Among the many demonstrations this week is an example application built upon the Amazon Web Services (AWS) cloud, the BlackBerry QNX Operating System, the BlackBerry IVY middleware and HERE’s location services. This application allows an electric vehicle to understand how and when to charge based upon its likely battery performance given historical fleet data analytics, edge computing algorithms and electric vehicle charging locations. Although it certainly is a practical application, the brilliance of this demo isn’t the forward-facing app. It’s the powerful backbone of three large corporations building an environment for data and applications. “Some of the value of the connected cars will be taking the insights from the vehicle sensors and normalizing the data,” suggests Virk. “Vehicles predominantly have x-number of doors, y-number of passengers and similar systems, so the datasets can be commonized and even enhanced via machine learning. In the end, that’s then more attractive to the developer community and the ecosystem since that may be consumed rather than maintaining proprietary datasets and solutions.”

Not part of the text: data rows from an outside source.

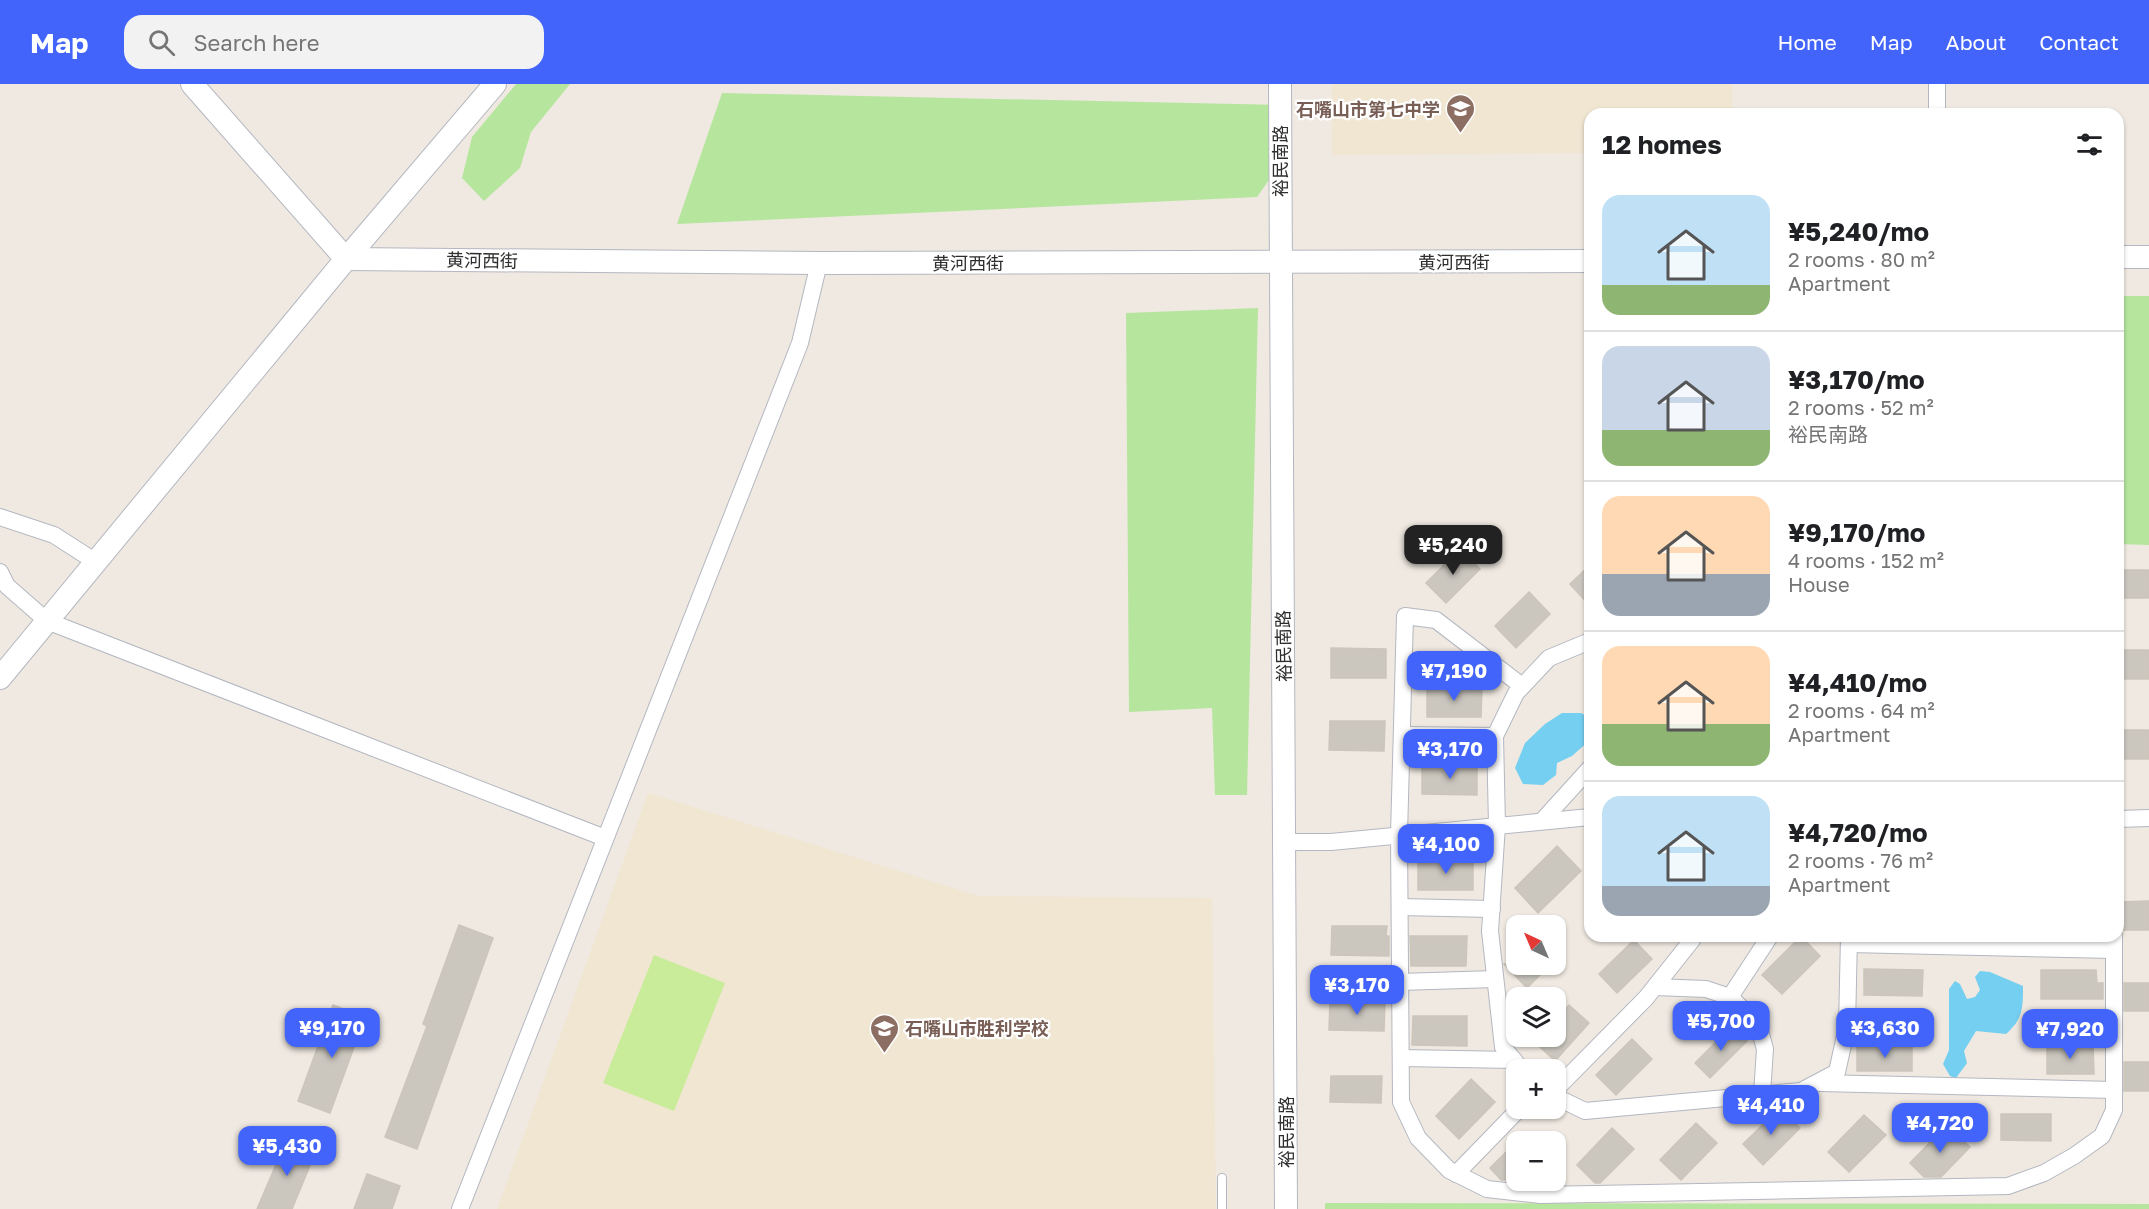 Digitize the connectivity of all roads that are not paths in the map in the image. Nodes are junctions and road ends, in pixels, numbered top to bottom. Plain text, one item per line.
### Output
1 (192, 84) edge
2 (495, 84) edge
3 (1280, 84) edge
4 (1937, 84) edge
5 (1937, 108) edge
6 (2124, 257) edge
7 (2149, 257) edge
8 (346, 259) junction
9 (1584, 261) edge
10 (819, 263) junction
11 (1280, 263) junction
12 (0, 518) edge
13 (96, 562) junction
14 (0, 572) edge
15 (47, 621) junction
16 (1584, 643) edge
17 (0, 678) edge
18 (1522, 686) junction
19 (1402, 735) junction
20 (1495, 736) junction
21 (1584, 775) edge
22 (1584, 818) edge
23 (2149, 818) edge
24 (2124, 819) edge
25 (1542, 821) junction
26 (1497, 825) junction
27 (1400, 835) junction
28 (605, 838) junction
29 (1285, 842) junction
30 (1400, 907) junction
31 (1492, 909) junction
32 (1690, 942) edge
33 (1766, 942) edge
34 (1849, 942) edge
35 (2026, 942) edge
36 (2114, 943) edge
37 (1495, 979) junction
38 (1400, 982) junction
39 (1655, 987) junction
40 (1731, 998) junction
41 (1401, 1058) junction
42 (1513, 1059) edge
43 (1506, 1064) edge
44 (1566, 1079) edge
45 (1816, 1083) junction
46 (2113, 1090) junction
47 (1762, 1094) junction
48 (1566, 1102) edge
49 (1509, 1119) edge
50 (1456, 1174) junction
51 (1222, 1178) dead end
52 (460, 1209) edge
53 (1222, 1209) edge
54 (1286, 1209) edge

1 - 8 street
2 - 8 street
3 - 11 street, 裕民南路
4 - 5 street
6 - 7 street
8 - 10 street, 黄河西街
8 - 13 street
9 - 11 street, 黄河西街
10 - 11 street, 黄河西街
10 - 28 street
11 - 29 street, 裕民南路
12 - 13 street
13 - 15 street
14 - 15 street
15 - 17 street
15 - 28 street
16 - 18 street
18 - 19 street
18 - 20 street
19 - 20 street
19 - 27 street
20 - 26 street
21 - 25 street
22 - 25 street
23 - 24 street
25 - 26 street
26 - 27 street
26 - 31 street
27 - 29 street
27 - 30 street
28 - 52 street
29 - 54 street, 裕民南路
30 - 31 street
30 - 38 street
31 - 37 street
32 - 39 street
33 - 40 street
34 - 45 street
35 - 36 street
36 - 46 street
37 - 38 street
37 - 42 street
38 - 41 street
39 - 40 street
39 - 44 street
40 - 47 street
41 - 43 street
41 - 50 street
45 - 46 street
45 - 47 street
46 - 50 street
47 - 48 street
49 - 50 street
51 - 53 lane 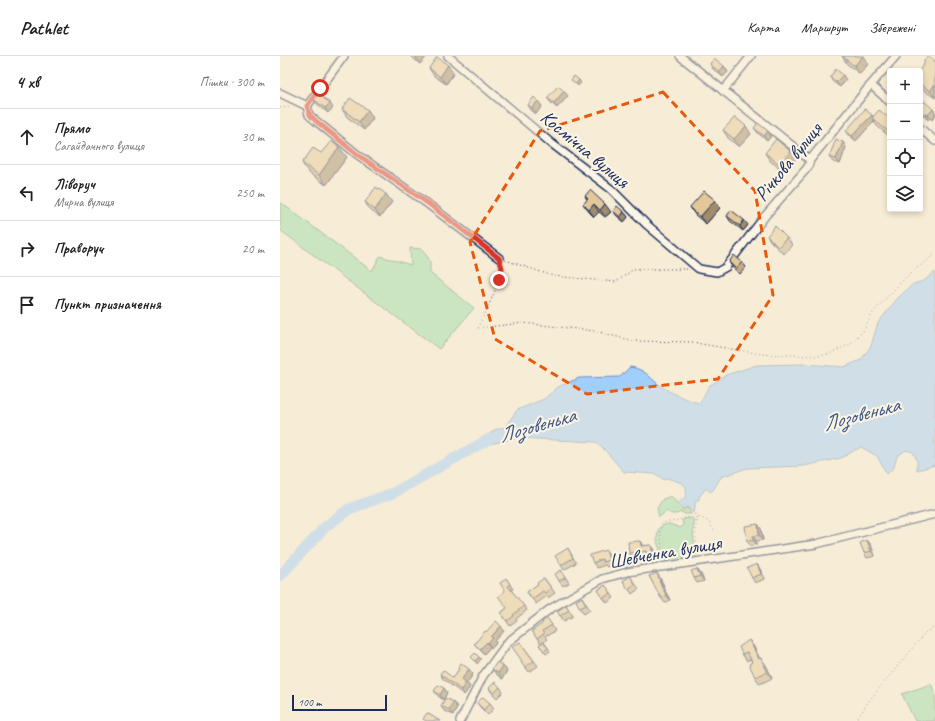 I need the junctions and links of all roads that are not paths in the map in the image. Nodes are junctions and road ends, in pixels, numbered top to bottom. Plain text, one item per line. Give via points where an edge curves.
1 (344, 56) edge
2 (448, 56) edge
3 (680, 56) edge
4 (750, 56) edge
5 (896, 56) edge
6 (870, 85) junction
7 (724, 91) junction
8 (280, 93) edge
9 (887, 99) edge
10 (307, 106) junction
11 (923, 131) edge
12 (935, 141) edge
13 (810, 160) junction
14 (499, 258) road end
15 (698, 269) joint
16 (935, 514) edge
17 (460, 721) edge

1 - 10 street
2 - 15 street, Космічна вулиця via 551,143 611,189 646,224
3 - 7 street
4 - 7 street
5 - 6 street, Річкова вулиця
6 - 9 street
6 - 13 street, Річкова вулиця
7 - 13 street
8 - 10 street
10 - 14 street via 310,115 316,121 358,155 429,204
11 - 12 street
13 - 15 street, Річкова вулиця via 808,167 765,216 726,267 717,272
16 - 17 street, Шевченка вулиця via 816,544 627,572 602,579 550,609 508,642 483,676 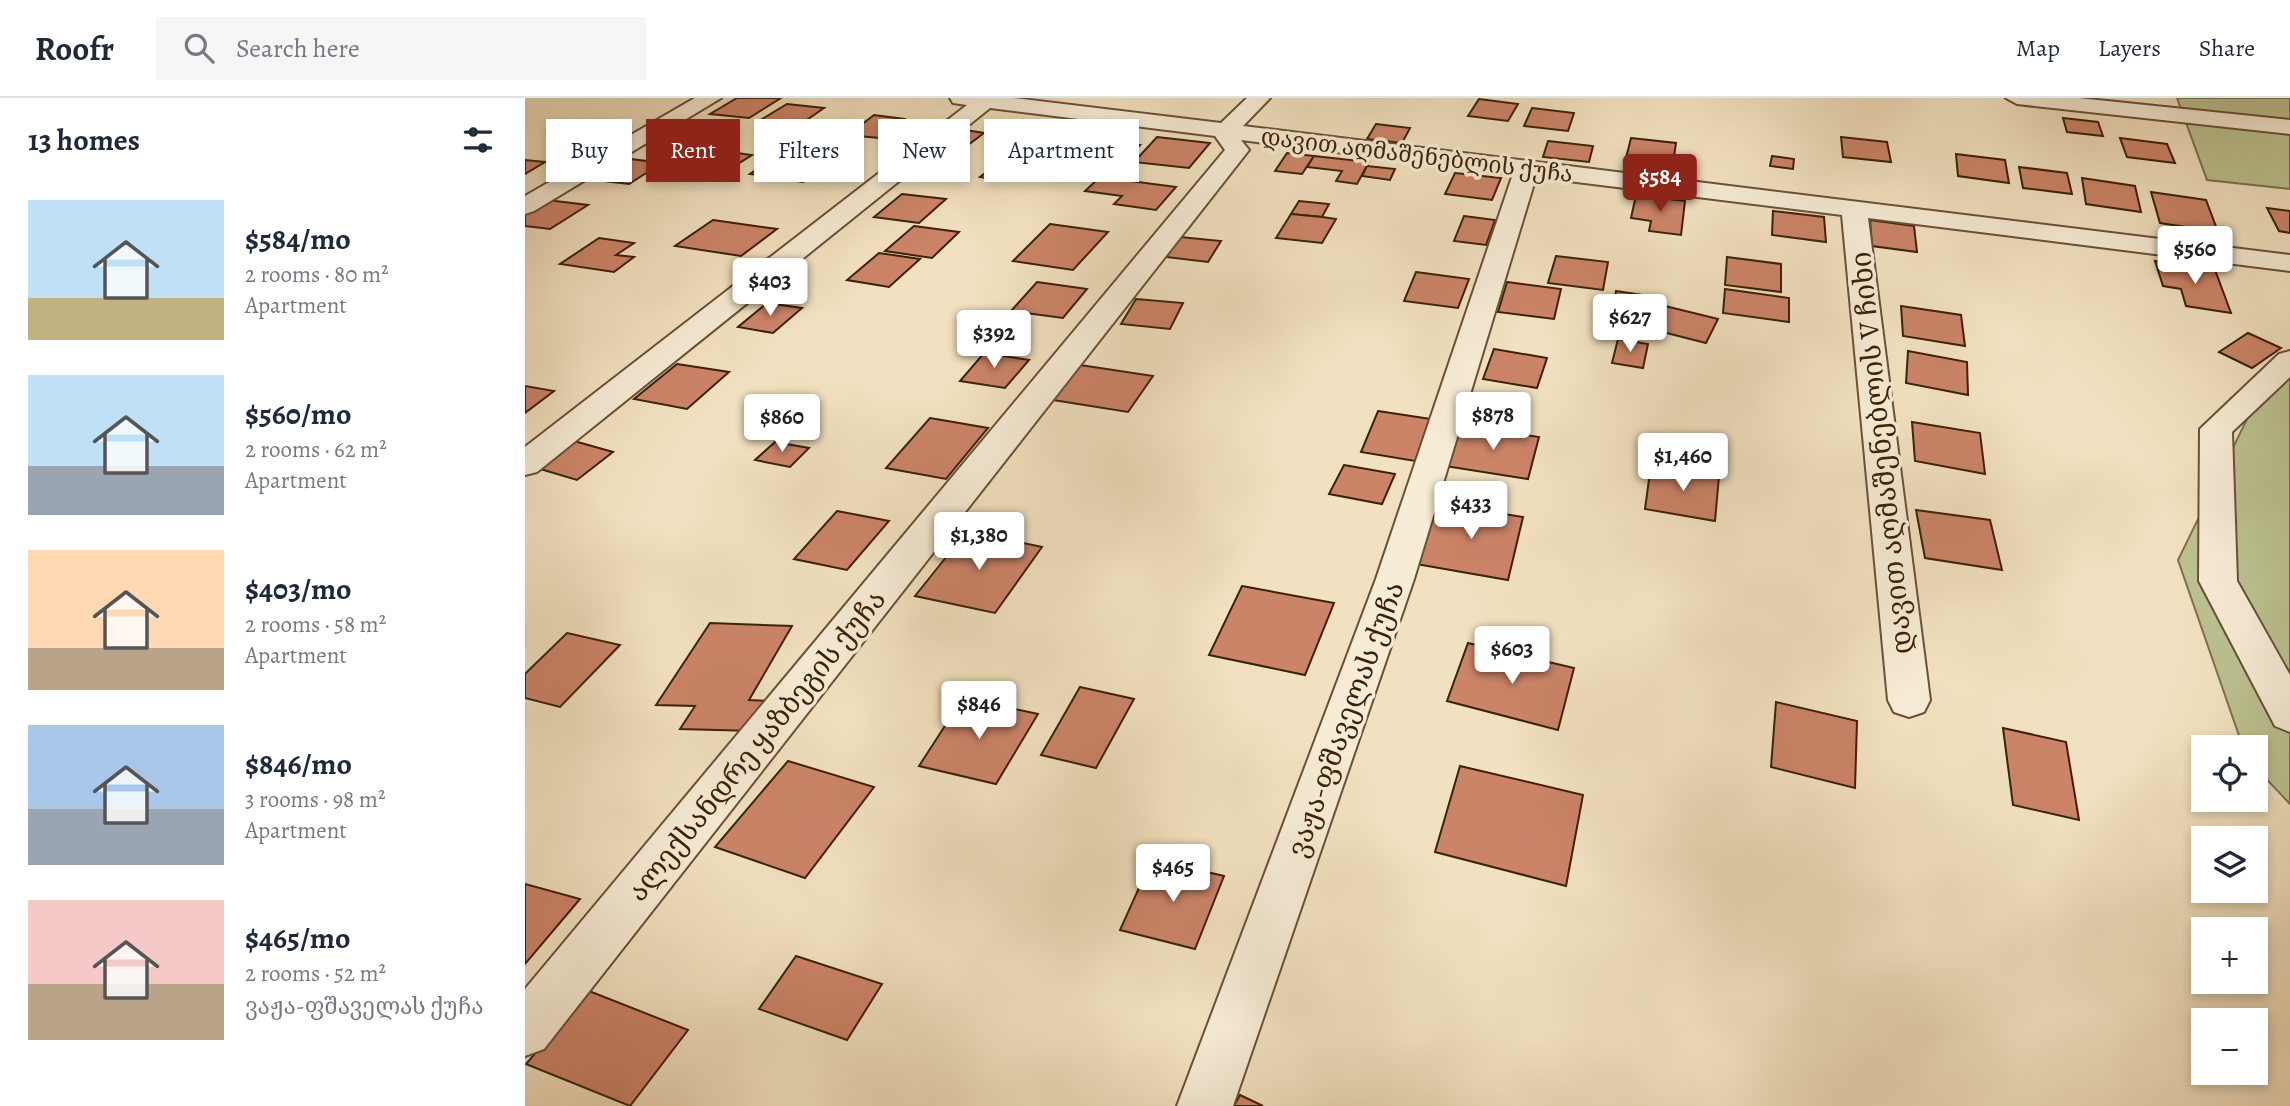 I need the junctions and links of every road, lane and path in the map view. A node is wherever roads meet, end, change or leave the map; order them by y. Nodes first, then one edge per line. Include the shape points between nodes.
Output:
1 (710, 98) edge
2 (1259, 98) edge
3 (2017, 98) edge
4 (973, 100) edge
5 (2290, 127) edge
6 (1224, 133) junction
7 (1527, 168) junction
8 (525, 206) edge
9 (1854, 207) junction
10 (2290, 263) edge
11 (2290, 360) edge
12 (525, 464) edge
13 (1909, 700) dead end
14 (2290, 714) edge
15 (525, 1030) edge
16 (1205, 1106) edge

1 - 8 street
2 - 6 street
3 - 5 street
4 - 6 street, დავით აღმაშენებლის ქუჩა
4 - 12 street
6 - 7 street, დავით აღმაშენებლის ქუჩა
6 - 15 street, ალექსანდრე ყაზბეგის ქუჩა via 1237,150
7 - 9 street, დავით აღმაშენებლის ქუჩა
7 - 16 street, ვაჟა-ფშაველას ქუჩა via 1395,579
9 - 10 street, დავით აღმაშენებლის ქუჩა
9 - 13 street, დავით აღმაშენებლის V ჩიხი
11 - 14 street via 2216,429 2218,581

Image above: Applications shall be a mixture between edge computing and cloud computing, but all of them will require data analysis, maintenance and protection for years to come
There will certainly be other ecosystem providers; both large and small. There will assuredly be other methods of gathering vehicular insights, patching code and updating systems. And per the quip by William Gibson, the future will continuously arrive in an unevenly distributed fashion. However, my epiphany from CES: long-term survival given global compliance, product liability and customer requirements shall require architecting the brand upon a stable-yet-evolving core.
“Cybersecurity, quality and connectivity are table stakes for most automotive manufacturers now,” says Virk. “You must do those well to offer services.”
And, in reality, it’s the wise utilization of that backbone which will help a solution survive.